◆ WHAT TO WORK ON ◆
Lift out all lines below that contain "PLACE".

◆ RECORDS FOR THIS TASK ◆
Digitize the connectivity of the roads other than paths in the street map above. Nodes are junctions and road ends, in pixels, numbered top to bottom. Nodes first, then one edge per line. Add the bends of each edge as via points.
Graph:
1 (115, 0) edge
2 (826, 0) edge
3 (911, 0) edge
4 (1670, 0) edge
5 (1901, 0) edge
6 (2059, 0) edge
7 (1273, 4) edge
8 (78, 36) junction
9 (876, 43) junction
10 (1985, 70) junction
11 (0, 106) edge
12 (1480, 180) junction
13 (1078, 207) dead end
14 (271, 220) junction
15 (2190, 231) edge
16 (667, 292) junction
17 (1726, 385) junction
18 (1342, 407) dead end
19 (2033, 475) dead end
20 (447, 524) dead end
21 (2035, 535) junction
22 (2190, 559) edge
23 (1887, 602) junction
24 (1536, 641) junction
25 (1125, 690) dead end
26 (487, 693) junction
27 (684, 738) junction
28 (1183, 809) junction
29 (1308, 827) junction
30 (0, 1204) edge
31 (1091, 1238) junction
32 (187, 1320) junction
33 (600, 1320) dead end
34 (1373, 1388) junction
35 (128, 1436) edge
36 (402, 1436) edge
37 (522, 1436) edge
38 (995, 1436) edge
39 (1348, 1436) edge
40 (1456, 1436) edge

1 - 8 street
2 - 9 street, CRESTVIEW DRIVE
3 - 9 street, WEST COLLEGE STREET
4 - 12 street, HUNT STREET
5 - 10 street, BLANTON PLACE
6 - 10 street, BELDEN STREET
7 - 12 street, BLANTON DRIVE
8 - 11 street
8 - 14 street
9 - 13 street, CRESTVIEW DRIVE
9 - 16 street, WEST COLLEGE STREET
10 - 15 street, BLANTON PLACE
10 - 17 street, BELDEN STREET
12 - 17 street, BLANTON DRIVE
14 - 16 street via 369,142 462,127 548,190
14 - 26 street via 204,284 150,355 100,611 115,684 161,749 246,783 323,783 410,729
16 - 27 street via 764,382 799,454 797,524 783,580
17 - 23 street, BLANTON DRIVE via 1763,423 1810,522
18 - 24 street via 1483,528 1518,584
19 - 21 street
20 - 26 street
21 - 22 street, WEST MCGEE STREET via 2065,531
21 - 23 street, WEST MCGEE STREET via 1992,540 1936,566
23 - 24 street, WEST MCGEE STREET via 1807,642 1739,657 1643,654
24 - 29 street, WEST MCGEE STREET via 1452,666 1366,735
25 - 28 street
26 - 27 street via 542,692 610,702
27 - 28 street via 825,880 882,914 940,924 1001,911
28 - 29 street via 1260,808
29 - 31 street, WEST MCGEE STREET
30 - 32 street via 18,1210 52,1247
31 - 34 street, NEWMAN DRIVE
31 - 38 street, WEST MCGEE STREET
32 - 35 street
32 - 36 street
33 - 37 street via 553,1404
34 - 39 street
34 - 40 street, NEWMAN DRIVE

◆ TASK OUTPUT ◆
5 - 10 street, BLANTON PLACE
10 - 15 street, BLANTON PLACE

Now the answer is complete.